28 septembre 2021 Article Économie

Le marché mondial n’est pas un long fleuve tranquille sur les rives duquel les populations de la planète se partageraient équitablement un flux de richesses qui s’écoule harmonieusement parmi elles. C’est plutôt une mer agitée pleine de pirates qui tentent par tous les moyens de sauvegarder leurs chasses gardées malgré les discours lénifiants sur le « libre échange sans entrave » qui servirait l’intérêt général.

D’abord il faut noter que les vieux pays impérialistes d’Europe occidentale, d’Amérique du Nord et d’Asie assurent les trois quarts du commerce mondial. Qui plus est, en valeur, les échanges commerciaux se font, pour l’essentiel, à l’intérieur de trois zones, à savoir l’Union européenne et l’Europe de l’Ouest (37 % du total), les États-Unis, le Canada et le Mexique, réunis au sein de l’Accord de libre-échange nord-américain, l’Alena (20 %) et, enfin, le Japon et une partie de l’Asie (Corée du Sud, Singapour, Taïwan) qui « pèse » environ 15 %.

Pour dire les choses autrement, l’essentiel du commerce mondial s’effectue en priorité entre une grosse cinquantaine de pays les plus riches, sur un total de 193 États que compte la planète, et concerne un peu plus d’un milliard d’individus sur une population mondiale estimée à 7,3 milliards de personnes. Ce qui reflète l’accumulation de la richesse dans une minorité de pays et de la pauvreté dans le reste du monde.

Si, parmi les dix principaux acteurs du commerce mondial, la Chine et Hong Kong [1] occupent désormais la première place, huit autres sont liés aux vieilles puissances impérialistes. Cinq se trouvent en Europe de l’Ouest (Allemagne 3e, Pays-Bas, 5e, France, 6e, Royaume-Uni 8e, Italie 10e), un dans l’Alena (les États-Unis, 2e), et deux autres en Asie (Japon 4e, République de Corée, 9e).

Ce poids des puissances impérialistes traditionnelles se reflète aussi dans le fait que ce sont leurs monnaies qui sont les plus utilisées dans les échanges internationaux. En 2018, le dollar était à lui seul la monnaie dans laquelle se faisaient plus de 40 % de ces échanges, l’euro 33 % et la livre sterling 7 %. Le reste se partageait entre le yen japonais (3,5 %) et le yuan chinois (1,9 %), ce dernier au même niveau que les dollars canadien et australien et que diverses autres monnaies nationales.
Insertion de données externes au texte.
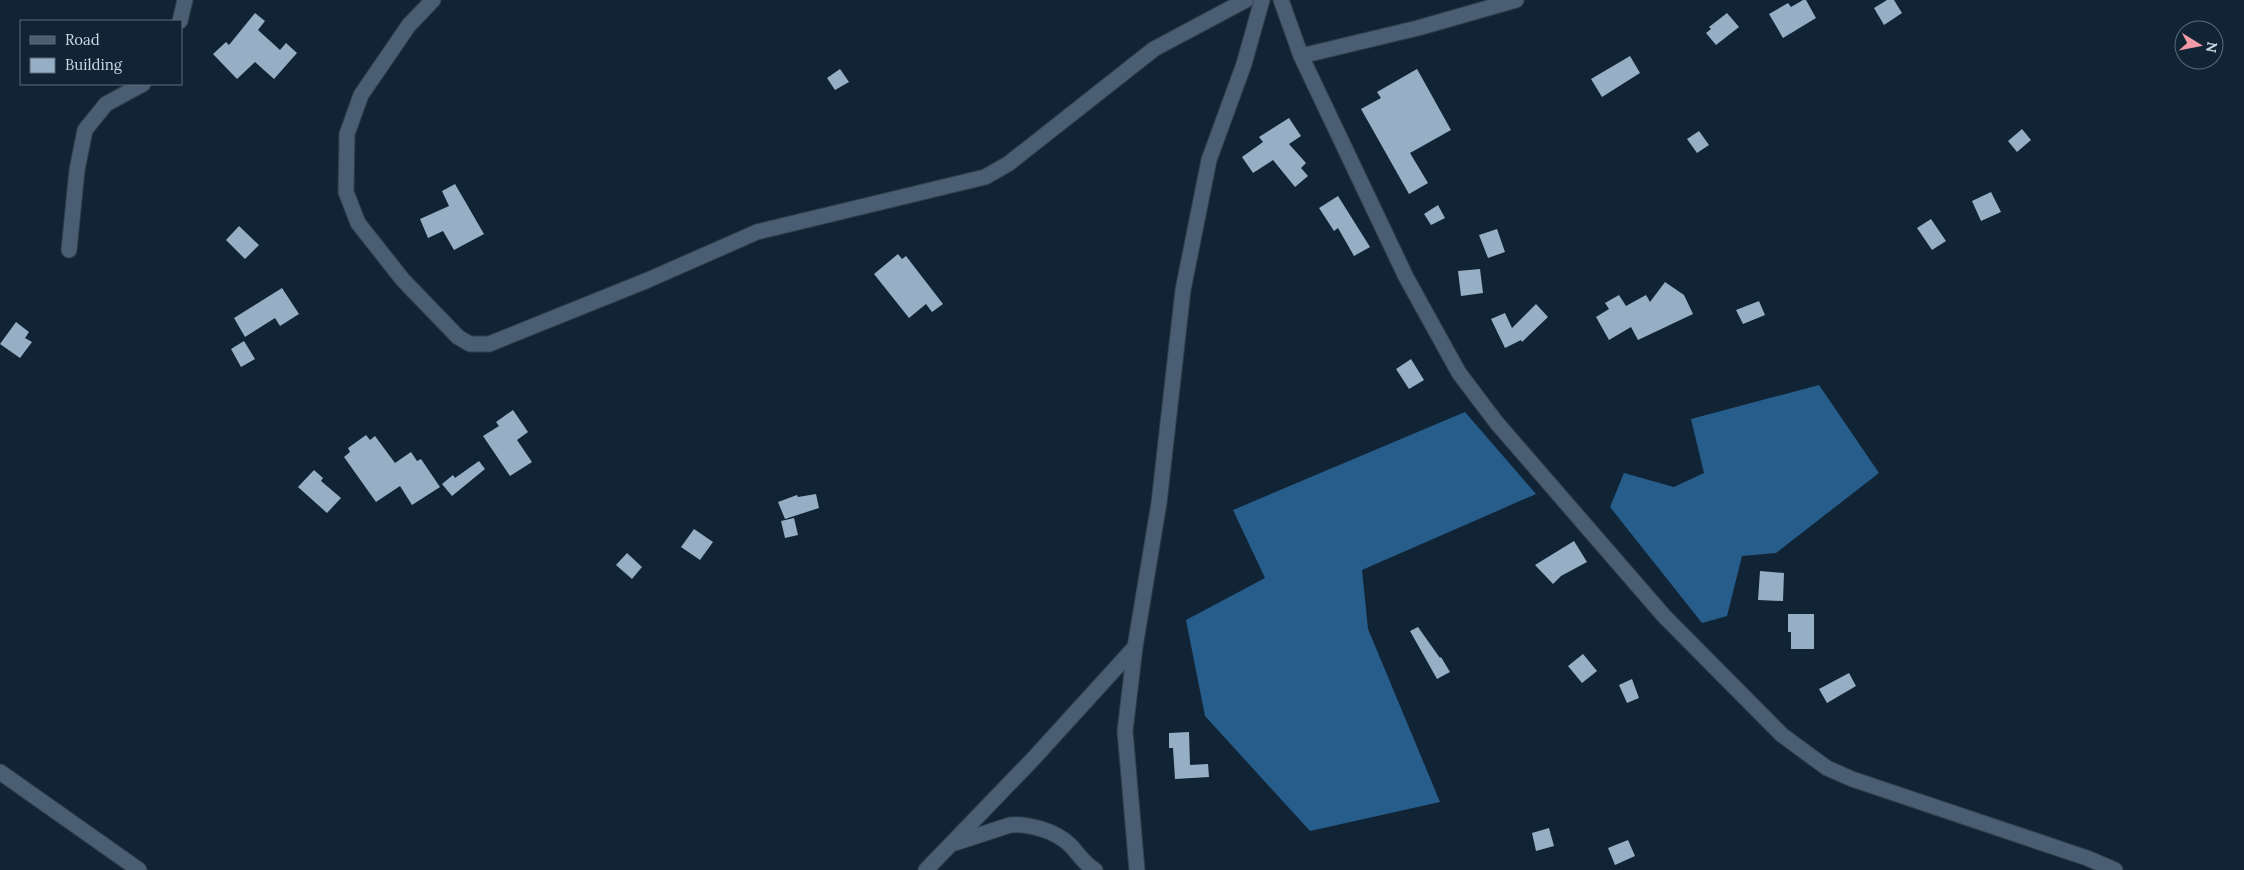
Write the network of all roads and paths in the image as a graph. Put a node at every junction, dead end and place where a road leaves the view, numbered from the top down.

Le dollar reste tout puissant

Le dollar américain s’impose toujours au niveau des opérations commerciales, mais son poids est encore plus écrasant dans les opérations de change qui s’effectuent à 87 % en monnaie américaine. En outre, 75 % des billets de 100 dollars circulent en dehors des États-Unis et le dollar entre à 60 % dans les réserves des banques centrales des différents pays. L’impérialisme américain utilise la prépondérance de sa monnaie (et sa puissance militaire) pour interdire, totalement ou partiellement (c’est-à-dire pour certains produits dits stratégiques), sous peine de sanctions, aussi bien à certains pays qu’à certaines banques et à certaines firmes industrielles de commercer avec des États qui figurent sur sa liste noire (par exemple Cuba et l’Iran). Une entreprise qui passerait outre ce veto – voire qui emploierait des collaborateurs américains dans ses transactions – se verrait fermer le marché nord-américain, serait éventuellement condamnée à de lourdes amendes par les tribunaux US, ces sanctions pouvant être étendues à ses clients, fournisseurs, investisseurs, etc. Et bien peu de capitalistes sont suffisamment téméraires pour défier Washington, « business is business » !

L’euro tente de concurrencer le dollar dans les échanges internationaux. Il n’y est que partiellement parvenu. En valeur, on estime qu’entre 20 et 25 % des billets en euro sont détenus hors zone euro, principalement dans les pays européens limitrophes. Quant aux réserves des banques centrales en euros elles sont de l’ordre de 20 %, soit trois fois moins que celles libellées en dollars.

Même si les 340 millions d’habitants de la zone euro représentent toujours le premier marché du monde, aussi bien au niveau des biens que des services, devant celui formé par les 390 millions qui vivent dans les pays de l’Alena (dont les échanges ont été multipliés par trois depuis sa création en 1994), il n’empêche que la monnaie européenne n’est jamais parvenue à menacer sérieusement la domination du roi dollar.

L’émergence de la Chine

La guerre commerciale qui a opposé l’Amérique de Donald Trump à la Chine de Xi Jinping – et qui se poursuit aujourd’hui sous Biden, pas forcément de façon plus feutrée – a remis la Chine au premier plan de l’actualité internationale.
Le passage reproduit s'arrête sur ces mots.